Instructions to follow:
All of the data beneath this instruction is to be transcribed word for word.

Dataset records
+++++
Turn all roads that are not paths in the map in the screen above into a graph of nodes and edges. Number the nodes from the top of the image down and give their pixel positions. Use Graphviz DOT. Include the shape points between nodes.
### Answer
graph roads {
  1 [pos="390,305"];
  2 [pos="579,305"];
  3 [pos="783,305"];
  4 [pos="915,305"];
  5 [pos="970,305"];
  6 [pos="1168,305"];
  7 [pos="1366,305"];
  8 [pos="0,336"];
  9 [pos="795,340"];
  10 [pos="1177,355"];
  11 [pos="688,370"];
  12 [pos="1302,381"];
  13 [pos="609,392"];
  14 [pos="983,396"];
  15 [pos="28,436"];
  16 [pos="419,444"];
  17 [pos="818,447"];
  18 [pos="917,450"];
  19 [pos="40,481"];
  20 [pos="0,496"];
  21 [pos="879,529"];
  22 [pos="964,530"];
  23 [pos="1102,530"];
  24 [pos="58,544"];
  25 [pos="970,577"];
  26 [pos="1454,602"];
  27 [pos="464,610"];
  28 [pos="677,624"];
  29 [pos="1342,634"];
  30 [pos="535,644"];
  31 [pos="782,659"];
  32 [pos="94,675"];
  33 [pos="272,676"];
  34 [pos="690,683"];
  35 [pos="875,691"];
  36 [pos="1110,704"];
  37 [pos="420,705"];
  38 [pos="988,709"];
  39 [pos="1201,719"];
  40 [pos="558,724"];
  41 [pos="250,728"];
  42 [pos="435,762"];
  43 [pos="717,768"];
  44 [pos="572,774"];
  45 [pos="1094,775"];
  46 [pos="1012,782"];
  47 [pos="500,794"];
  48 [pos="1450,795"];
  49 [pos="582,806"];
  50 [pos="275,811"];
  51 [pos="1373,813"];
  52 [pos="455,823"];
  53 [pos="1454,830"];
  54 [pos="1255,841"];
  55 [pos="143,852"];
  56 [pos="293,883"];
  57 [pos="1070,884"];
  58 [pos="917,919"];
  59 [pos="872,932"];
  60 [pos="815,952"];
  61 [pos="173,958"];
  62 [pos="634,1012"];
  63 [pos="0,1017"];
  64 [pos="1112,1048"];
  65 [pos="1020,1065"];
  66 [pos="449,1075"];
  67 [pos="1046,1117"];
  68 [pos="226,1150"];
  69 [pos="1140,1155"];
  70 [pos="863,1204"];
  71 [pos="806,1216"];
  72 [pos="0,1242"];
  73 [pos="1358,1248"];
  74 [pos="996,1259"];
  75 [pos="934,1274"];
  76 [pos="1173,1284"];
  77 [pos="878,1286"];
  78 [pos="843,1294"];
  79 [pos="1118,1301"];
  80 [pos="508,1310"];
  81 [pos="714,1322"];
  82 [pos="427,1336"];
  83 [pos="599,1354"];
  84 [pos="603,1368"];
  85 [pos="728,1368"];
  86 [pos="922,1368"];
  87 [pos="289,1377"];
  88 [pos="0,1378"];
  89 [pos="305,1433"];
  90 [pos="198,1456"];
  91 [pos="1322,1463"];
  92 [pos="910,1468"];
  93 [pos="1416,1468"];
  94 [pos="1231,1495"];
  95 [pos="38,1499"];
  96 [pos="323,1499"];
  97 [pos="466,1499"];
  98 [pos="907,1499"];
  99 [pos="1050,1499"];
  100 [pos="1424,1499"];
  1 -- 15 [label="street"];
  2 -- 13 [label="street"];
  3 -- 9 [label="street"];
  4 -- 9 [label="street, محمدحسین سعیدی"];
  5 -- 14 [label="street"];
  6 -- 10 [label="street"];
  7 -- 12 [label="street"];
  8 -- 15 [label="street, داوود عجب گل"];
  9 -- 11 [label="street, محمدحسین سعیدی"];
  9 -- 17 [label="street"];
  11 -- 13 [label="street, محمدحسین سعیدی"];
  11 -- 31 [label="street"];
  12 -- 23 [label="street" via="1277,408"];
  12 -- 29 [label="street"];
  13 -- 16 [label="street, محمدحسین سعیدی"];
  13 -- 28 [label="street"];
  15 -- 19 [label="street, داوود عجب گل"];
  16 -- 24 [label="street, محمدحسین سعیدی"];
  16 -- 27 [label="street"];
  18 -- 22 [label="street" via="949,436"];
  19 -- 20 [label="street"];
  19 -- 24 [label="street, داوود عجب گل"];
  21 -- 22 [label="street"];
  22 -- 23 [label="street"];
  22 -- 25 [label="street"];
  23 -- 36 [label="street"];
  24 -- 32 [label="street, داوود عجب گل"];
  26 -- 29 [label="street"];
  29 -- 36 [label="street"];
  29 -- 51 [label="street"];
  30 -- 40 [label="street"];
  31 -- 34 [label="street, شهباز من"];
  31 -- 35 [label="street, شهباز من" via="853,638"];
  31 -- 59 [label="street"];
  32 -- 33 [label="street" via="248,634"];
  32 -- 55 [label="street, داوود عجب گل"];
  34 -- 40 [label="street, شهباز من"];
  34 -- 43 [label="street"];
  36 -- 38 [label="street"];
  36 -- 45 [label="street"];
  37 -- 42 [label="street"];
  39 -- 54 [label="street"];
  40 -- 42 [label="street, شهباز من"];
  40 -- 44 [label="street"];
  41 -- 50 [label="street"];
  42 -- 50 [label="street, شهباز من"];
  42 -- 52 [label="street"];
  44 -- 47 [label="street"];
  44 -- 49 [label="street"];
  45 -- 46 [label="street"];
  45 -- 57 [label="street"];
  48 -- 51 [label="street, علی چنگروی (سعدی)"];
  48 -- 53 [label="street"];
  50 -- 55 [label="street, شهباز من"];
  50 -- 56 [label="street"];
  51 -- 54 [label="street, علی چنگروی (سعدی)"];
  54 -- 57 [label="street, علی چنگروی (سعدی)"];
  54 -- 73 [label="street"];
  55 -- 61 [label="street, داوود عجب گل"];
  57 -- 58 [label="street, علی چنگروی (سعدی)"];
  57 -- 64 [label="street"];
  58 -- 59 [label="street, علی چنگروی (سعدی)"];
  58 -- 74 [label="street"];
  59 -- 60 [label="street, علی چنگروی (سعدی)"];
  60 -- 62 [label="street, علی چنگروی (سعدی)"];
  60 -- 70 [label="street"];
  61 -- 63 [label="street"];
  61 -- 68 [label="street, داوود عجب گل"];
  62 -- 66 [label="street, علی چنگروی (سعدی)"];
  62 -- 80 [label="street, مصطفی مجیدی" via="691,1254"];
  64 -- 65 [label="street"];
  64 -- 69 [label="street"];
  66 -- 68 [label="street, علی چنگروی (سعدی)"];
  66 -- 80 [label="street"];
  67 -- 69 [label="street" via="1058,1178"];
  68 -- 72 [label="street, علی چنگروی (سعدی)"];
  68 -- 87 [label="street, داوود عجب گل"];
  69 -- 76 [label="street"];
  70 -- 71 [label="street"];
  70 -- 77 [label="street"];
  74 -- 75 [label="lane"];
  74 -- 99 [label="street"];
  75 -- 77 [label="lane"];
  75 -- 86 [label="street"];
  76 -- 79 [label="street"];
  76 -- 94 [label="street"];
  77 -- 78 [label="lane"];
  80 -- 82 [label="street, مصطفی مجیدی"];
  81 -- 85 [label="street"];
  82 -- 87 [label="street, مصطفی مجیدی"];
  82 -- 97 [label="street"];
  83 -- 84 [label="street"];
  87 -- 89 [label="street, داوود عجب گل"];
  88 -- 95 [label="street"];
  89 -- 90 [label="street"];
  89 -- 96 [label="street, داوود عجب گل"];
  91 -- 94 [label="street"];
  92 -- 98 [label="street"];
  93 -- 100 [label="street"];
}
+++++
Response to the task:
Turn all roads that are not paths in the map in the screen above into a graph of nodes and edges. Number the nodes from the top of the image down and give their pixel positions. Use Graphviz DOT. Include the shape points between nodes.
### Answer
graph roads {
  1 [pos="390,305"];
  2 [pos="579,305"];
  3 [pos="783,305"];
  4 [pos="915,305"];
  5 [pos="970,305"];
  6 [pos="1168,305"];
  7 [pos="1366,305"];
  8 [pos="0,336"];
  9 [pos="795,340"];
  10 [pos="1177,355"];
  11 [pos="688,370"];
  12 [pos="1302,381"];
  13 [pos="609,392"];
  14 [pos="983,396"];
  15 [pos="28,436"];
  16 [pos="419,444"];
  17 [pos="818,447"];
  18 [pos="917,450"];
  19 [pos="40,481"];
  20 [pos="0,496"];
  21 [pos="879,529"];
  22 [pos="964,530"];
  23 [pos="1102,530"];
  24 [pos="58,544"];
  25 [pos="970,577"];
  26 [pos="1454,602"];
  27 [pos="464,610"];
  28 [pos="677,624"];
  29 [pos="1342,634"];
  30 [pos="535,644"];
  31 [pos="782,659"];
  32 [pos="94,675"];
  33 [pos="272,676"];
  34 [pos="690,683"];
  35 [pos="875,691"];
  36 [pos="1110,704"];
  37 [pos="420,705"];
  38 [pos="988,709"];
  39 [pos="1201,719"];
  40 [pos="558,724"];
  41 [pos="250,728"];
  42 [pos="435,762"];
  43 [pos="717,768"];
  44 [pos="572,774"];
  45 [pos="1094,775"];
  46 [pos="1012,782"];
  47 [pos="500,794"];
  48 [pos="1450,795"];
  49 [pos="582,806"];
  50 [pos="275,811"];
  51 [pos="1373,813"];
  52 [pos="455,823"];
  53 [pos="1454,830"];
  54 [pos="1255,841"];
  55 [pos="143,852"];
  56 [pos="293,883"];
  57 [pos="1070,884"];
  58 [pos="917,919"];
  59 [pos="872,932"];
  60 [pos="815,952"];
  61 [pos="173,958"];
  62 [pos="634,1012"];
  63 [pos="0,1017"];
  64 [pos="1112,1048"];
  65 [pos="1020,1065"];
  66 [pos="449,1075"];
  67 [pos="1046,1117"];
  68 [pos="226,1150"];
  69 [pos="1140,1155"];
  70 [pos="863,1204"];
  71 [pos="806,1216"];
  72 [pos="0,1242"];
  73 [pos="1358,1248"];
  74 [pos="996,1259"];
  75 [pos="934,1274"];
  76 [pos="1173,1284"];
  77 [pos="878,1286"];
  78 [pos="843,1294"];
  79 [pos="1118,1301"];
  80 [pos="508,1310"];
  81 [pos="714,1322"];
  82 [pos="427,1336"];
  83 [pos="599,1354"];
  84 [pos="603,1368"];
  85 [pos="728,1368"];
  86 [pos="922,1368"];
  87 [pos="289,1377"];
  88 [pos="0,1378"];
  89 [pos="305,1433"];
  90 [pos="198,1456"];
  91 [pos="1322,1463"];
  92 [pos="910,1468"];
  93 [pos="1416,1468"];
  94 [pos="1231,1495"];
  95 [pos="38,1499"];
  96 [pos="323,1499"];
  97 [pos="466,1499"];
  98 [pos="907,1499"];
  99 [pos="1050,1499"];
  100 [pos="1424,1499"];
  1 -- 15 [label="street"];
  2 -- 13 [label="street"];
  3 -- 9 [label="street"];
  4 -- 9 [label="street, محمدحسین سعیدی"];
  5 -- 14 [label="street"];
  6 -- 10 [label="street"];
  7 -- 12 [label="street"];
  8 -- 15 [label="street, داوود عجب گل"];
  9 -- 11 [label="street, محمدحسین سعیدی"];
  9 -- 17 [label="street"];
  11 -- 13 [label="street, محمدحسین سعیدی"];
  11 -- 31 [label="street"];
  12 -- 23 [label="street" via="1277,408"];
  12 -- 29 [label="street"];
  13 -- 16 [label="street, محمدحسین سعیدی"];
  13 -- 28 [label="street"];
  15 -- 19 [label="street, داوود عجب گل"];
  16 -- 24 [label="street, محمدحسین سعیدی"];
  16 -- 27 [label="street"];
  18 -- 22 [label="street" via="949,436"];
  19 -- 20 [label="street"];
  19 -- 24 [label="street, داوود عجب گل"];
  21 -- 22 [label="street"];
  22 -- 23 [label="street"];
  22 -- 25 [label="street"];
  23 -- 36 [label="street"];
  24 -- 32 [label="street, داوود عجب گل"];
  26 -- 29 [label="street"];
  29 -- 36 [label="street"];
  29 -- 51 [label="street"];
  30 -- 40 [label="street"];
  31 -- 34 [label="street, شهباز من"];
  31 -- 35 [label="street, شهباز من" via="853,638"];
  31 -- 59 [label="street"];
  32 -- 33 [label="street" via="248,634"];
  32 -- 55 [label="street, داوود عجب گل"];
  34 -- 40 [label="street, شهباز من"];
  34 -- 43 [label="street"];
  36 -- 38 [label="street"];
  36 -- 45 [label="street"];
  37 -- 42 [label="street"];
  39 -- 54 [label="street"];
  40 -- 42 [label="street, شهباز من"];
  40 -- 44 [label="street"];
  41 -- 50 [label="street"];
  42 -- 50 [label="street, شهباز من"];
  42 -- 52 [label="street"];
  44 -- 47 [label="street"];
  44 -- 49 [label="street"];
  45 -- 46 [label="street"];
  45 -- 57 [label="street"];
  48 -- 51 [label="street, علی چنگروی (سعدی)"];
  48 -- 53 [label="street"];
  50 -- 55 [label="street, شهباز من"];
  50 -- 56 [label="street"];
  51 -- 54 [label="street, علی چنگروی (سعدی)"];
  54 -- 57 [label="street, علی چنگروی (سعدی)"];
  54 -- 73 [label="street"];
  55 -- 61 [label="street, داوود عجب گل"];
  57 -- 58 [label="street, علی چنگروی (سعدی)"];
  57 -- 64 [label="street"];
  58 -- 59 [label="street, علی چنگروی (سعدی)"];
  58 -- 74 [label="street"];
  59 -- 60 [label="street, علی چنگروی (سعدی)"];
  60 -- 62 [label="street, علی چنگروی (سعدی)"];
  60 -- 70 [label="street"];
  61 -- 63 [label="street"];
  61 -- 68 [label="street, داوود عجب گل"];
  62 -- 66 [label="street, علی چنگروی (سعدی)"];
  62 -- 80 [label="street, مصطفی مجیدی" via="691,1254"];
  64 -- 65 [label="street"];
  64 -- 69 [label="street"];
  66 -- 68 [label="street, علی چنگروی (سعدی)"];
  66 -- 80 [label="street"];
  67 -- 69 [label="street" via="1058,1178"];
  68 -- 72 [label="street, علی چنگروی (سعدی)"];
  68 -- 87 [label="street, داوود عجب گل"];
  69 -- 76 [label="street"];
  70 -- 71 [label="street"];
  70 -- 77 [label="street"];
  74 -- 75 [label="lane"];
  74 -- 99 [label="street"];
  75 -- 77 [label="lane"];
  75 -- 86 [label="street"];
  76 -- 79 [label="street"];
  76 -- 94 [label="street"];
  77 -- 78 [label="lane"];
  80 -- 82 [label="street, مصطفی مجیدی"];
  81 -- 85 [label="street"];
  82 -- 87 [label="street, مصطفی مجیدی"];
  82 -- 97 [label="street"];
  83 -- 84 [label="street"];
  87 -- 89 [label="street, داوود عجب گل"];
  88 -- 95 [label="street"];
  89 -- 90 [label="street"];
  89 -- 96 [label="street, داوود عجب گل"];
  91 -- 94 [label="street"];
  92 -- 98 [label="street"];
  93 -- 100 [label="street"];
}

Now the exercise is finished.